Exercise details: Retype all the data word for word.

Records provided:
========================================================================

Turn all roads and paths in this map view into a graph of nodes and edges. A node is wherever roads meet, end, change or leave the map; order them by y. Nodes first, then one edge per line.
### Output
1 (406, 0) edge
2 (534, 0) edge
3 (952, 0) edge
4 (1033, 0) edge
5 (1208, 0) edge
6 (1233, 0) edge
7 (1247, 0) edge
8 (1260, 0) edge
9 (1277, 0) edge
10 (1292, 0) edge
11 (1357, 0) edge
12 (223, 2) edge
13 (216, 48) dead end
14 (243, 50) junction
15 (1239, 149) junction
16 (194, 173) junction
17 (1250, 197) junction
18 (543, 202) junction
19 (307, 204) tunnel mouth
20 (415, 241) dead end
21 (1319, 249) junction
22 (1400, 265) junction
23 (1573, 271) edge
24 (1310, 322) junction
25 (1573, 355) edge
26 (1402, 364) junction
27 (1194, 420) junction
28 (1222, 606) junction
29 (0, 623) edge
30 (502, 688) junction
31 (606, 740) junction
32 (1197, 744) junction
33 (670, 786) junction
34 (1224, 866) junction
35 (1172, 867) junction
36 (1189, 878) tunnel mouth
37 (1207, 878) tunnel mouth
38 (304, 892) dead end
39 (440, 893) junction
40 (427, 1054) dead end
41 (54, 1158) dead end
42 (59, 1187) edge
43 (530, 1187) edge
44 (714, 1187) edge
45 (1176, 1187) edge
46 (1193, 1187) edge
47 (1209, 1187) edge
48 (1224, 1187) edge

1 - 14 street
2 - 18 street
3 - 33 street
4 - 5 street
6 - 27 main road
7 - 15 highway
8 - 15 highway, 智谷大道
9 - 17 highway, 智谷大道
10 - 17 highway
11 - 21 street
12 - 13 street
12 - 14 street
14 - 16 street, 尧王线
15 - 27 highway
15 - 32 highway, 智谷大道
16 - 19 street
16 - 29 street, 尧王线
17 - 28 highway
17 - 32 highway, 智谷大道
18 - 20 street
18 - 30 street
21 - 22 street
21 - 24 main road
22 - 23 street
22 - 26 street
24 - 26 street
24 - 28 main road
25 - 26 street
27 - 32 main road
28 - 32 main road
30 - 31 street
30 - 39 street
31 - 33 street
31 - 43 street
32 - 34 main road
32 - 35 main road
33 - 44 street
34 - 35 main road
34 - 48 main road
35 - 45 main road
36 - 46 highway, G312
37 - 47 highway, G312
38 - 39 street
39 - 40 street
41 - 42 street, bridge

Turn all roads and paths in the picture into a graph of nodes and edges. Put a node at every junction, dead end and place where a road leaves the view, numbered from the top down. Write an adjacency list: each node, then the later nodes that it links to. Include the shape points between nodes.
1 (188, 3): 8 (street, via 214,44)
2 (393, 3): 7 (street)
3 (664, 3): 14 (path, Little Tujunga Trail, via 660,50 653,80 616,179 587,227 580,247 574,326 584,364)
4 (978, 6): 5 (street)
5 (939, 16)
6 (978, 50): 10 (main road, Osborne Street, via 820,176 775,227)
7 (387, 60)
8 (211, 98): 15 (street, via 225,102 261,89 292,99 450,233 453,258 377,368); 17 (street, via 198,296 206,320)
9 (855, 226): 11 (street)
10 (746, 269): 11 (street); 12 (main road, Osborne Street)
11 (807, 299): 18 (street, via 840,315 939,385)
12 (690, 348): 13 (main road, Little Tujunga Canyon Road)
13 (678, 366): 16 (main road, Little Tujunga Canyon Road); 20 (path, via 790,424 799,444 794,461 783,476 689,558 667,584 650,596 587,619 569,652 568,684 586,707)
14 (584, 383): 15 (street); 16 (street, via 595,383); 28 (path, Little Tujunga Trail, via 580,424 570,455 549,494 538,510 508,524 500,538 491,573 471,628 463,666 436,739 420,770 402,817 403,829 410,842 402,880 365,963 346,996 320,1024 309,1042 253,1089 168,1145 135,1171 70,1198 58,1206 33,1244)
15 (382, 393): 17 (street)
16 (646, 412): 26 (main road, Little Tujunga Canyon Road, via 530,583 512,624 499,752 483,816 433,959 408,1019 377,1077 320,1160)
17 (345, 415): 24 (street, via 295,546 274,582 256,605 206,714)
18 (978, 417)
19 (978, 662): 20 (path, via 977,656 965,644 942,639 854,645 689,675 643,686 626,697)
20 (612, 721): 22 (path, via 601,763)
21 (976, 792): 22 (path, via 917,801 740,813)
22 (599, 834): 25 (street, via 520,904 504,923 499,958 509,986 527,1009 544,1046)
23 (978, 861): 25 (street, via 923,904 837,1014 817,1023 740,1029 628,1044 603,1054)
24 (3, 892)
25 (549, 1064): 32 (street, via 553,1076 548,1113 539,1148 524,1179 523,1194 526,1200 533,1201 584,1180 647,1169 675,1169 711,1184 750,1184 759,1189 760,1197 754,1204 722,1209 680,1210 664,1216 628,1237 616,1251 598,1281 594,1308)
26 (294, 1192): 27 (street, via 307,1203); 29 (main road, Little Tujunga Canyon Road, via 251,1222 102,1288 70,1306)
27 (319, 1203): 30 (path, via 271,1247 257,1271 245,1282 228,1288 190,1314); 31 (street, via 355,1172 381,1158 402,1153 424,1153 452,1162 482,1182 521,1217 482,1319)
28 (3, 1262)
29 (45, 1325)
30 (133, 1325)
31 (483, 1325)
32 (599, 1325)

========================================================================

Response:
Turn all roads and paths in this map view into a graph of nodes and edges. A node is wherever roads meet, end, change or leave the map; order them by y. Nodes first, then one edge per line.
### Output
1 (406, 0) edge
2 (534, 0) edge
3 (952, 0) edge
4 (1033, 0) edge
5 (1208, 0) edge
6 (1233, 0) edge
7 (1247, 0) edge
8 (1260, 0) edge
9 (1277, 0) edge
10 (1292, 0) edge
11 (1357, 0) edge
12 (223, 2) edge
13 (216, 48) dead end
14 (243, 50) junction
15 (1239, 149) junction
16 (194, 173) junction
17 (1250, 197) junction
18 (543, 202) junction
19 (307, 204) tunnel mouth
20 (415, 241) dead end
21 (1319, 249) junction
22 (1400, 265) junction
23 (1573, 271) edge
24 (1310, 322) junction
25 (1573, 355) edge
26 (1402, 364) junction
27 (1194, 420) junction
28 (1222, 606) junction
29 (0, 623) edge
30 (502, 688) junction
31 (606, 740) junction
32 (1197, 744) junction
33 (670, 786) junction
34 (1224, 866) junction
35 (1172, 867) junction
36 (1189, 878) tunnel mouth
37 (1207, 878) tunnel mouth
38 (304, 892) dead end
39 (440, 893) junction
40 (427, 1054) dead end
41 (54, 1158) dead end
42 (59, 1187) edge
43 (530, 1187) edge
44 (714, 1187) edge
45 (1176, 1187) edge
46 (1193, 1187) edge
47 (1209, 1187) edge
48 (1224, 1187) edge

1 - 14 street
2 - 18 street
3 - 33 street
4 - 5 street
6 - 27 main road
7 - 15 highway
8 - 15 highway, 智谷大道
9 - 17 highway, 智谷大道
10 - 17 highway
11 - 21 street
12 - 13 street
12 - 14 street
14 - 16 street, 尧王线
15 - 27 highway
15 - 32 highway, 智谷大道
16 - 19 street
16 - 29 street, 尧王线
17 - 28 highway
17 - 32 highway, 智谷大道
18 - 20 street
18 - 30 street
21 - 22 street
21 - 24 main road
22 - 23 street
22 - 26 street
24 - 26 street
24 - 28 main road
25 - 26 street
27 - 32 main road
28 - 32 main road
30 - 31 street
30 - 39 street
31 - 33 street
31 - 43 street
32 - 34 main road
32 - 35 main road
33 - 44 street
34 - 35 main road
34 - 48 main road
35 - 45 main road
36 - 46 highway, G312
37 - 47 highway, G312
38 - 39 street
39 - 40 street
41 - 42 street, bridge

Turn all roads and paths in the picture into a graph of nodes and edges. Put a node at every junction, dead end and place where a road leaves the view, numbered from the top down. Write an adjacency list: each node, then the later nodes that it links to. Include the shape points between nodes.
1 (188, 3): 8 (street, via 214,44)
2 (393, 3): 7 (street)
3 (664, 3): 14 (path, Little Tujunga Trail, via 660,50 653,80 616,179 587,227 580,247 574,326 584,364)
4 (978, 6): 5 (street)
5 (939, 16)
6 (978, 50): 10 (main road, Osborne Street, via 820,176 775,227)
7 (387, 60)
8 (211, 98): 15 (street, via 225,102 261,89 292,99 450,233 453,258 377,368); 17 (street, via 198,296 206,320)
9 (855, 226): 11 (street)
10 (746, 269): 11 (street); 12 (main road, Osborne Street)
11 (807, 299): 18 (street, via 840,315 939,385)
12 (690, 348): 13 (main road, Little Tujunga Canyon Road)
13 (678, 366): 16 (main road, Little Tujunga Canyon Road); 20 (path, via 790,424 799,444 794,461 783,476 689,558 667,584 650,596 587,619 569,652 568,684 586,707)
14 (584, 383): 15 (street); 16 (street, via 595,383); 28 (path, Little Tujunga Trail, via 580,424 570,455 549,494 538,510 508,524 500,538 491,573 471,628 463,666 436,739 420,770 402,817 403,829 410,842 402,880 365,963 346,996 320,1024 309,1042 253,1089 168,1145 135,1171 70,1198 58,1206 33,1244)
15 (382, 393): 17 (street)
16 (646, 412): 26 (main road, Little Tujunga Canyon Road, via 530,583 512,624 499,752 483,816 433,959 408,1019 377,1077 320,1160)
17 (345, 415): 24 (street, via 295,546 274,582 256,605 206,714)
18 (978, 417)
19 (978, 662): 20 (path, via 977,656 965,644 942,639 854,645 689,675 643,686 626,697)
20 (612, 721): 22 (path, via 601,763)
21 (976, 792): 22 (path, via 917,801 740,813)
22 (599, 834): 25 (street, via 520,904 504,923 499,958 509,986 527,1009 544,1046)
23 (978, 861): 25 (street, via 923,904 837,1014 817,1023 740,1029 628,1044 603,1054)
24 (3, 892)
25 (549, 1064): 32 (street, via 553,1076 548,1113 539,1148 524,1179 523,1194 526,1200 533,1201 584,1180 647,1169 675,1169 711,1184 750,1184 759,1189 760,1197 754,1204 722,1209 680,1210 664,1216 628,1237 616,1251 598,1281 594,1308)
26 (294, 1192): 27 (street, via 307,1203); 29 (main road, Little Tujunga Canyon Road, via 251,1222 102,1288 70,1306)
27 (319, 1203): 30 (path, via 271,1247 257,1271 245,1282 228,1288 190,1314); 31 (street, via 355,1172 381,1158 402,1153 424,1153 452,1162 482,1182 521,1217 482,1319)
28 (3, 1262)
29 (45, 1325)
30 (133, 1325)
31 (483, 1325)
32 (599, 1325)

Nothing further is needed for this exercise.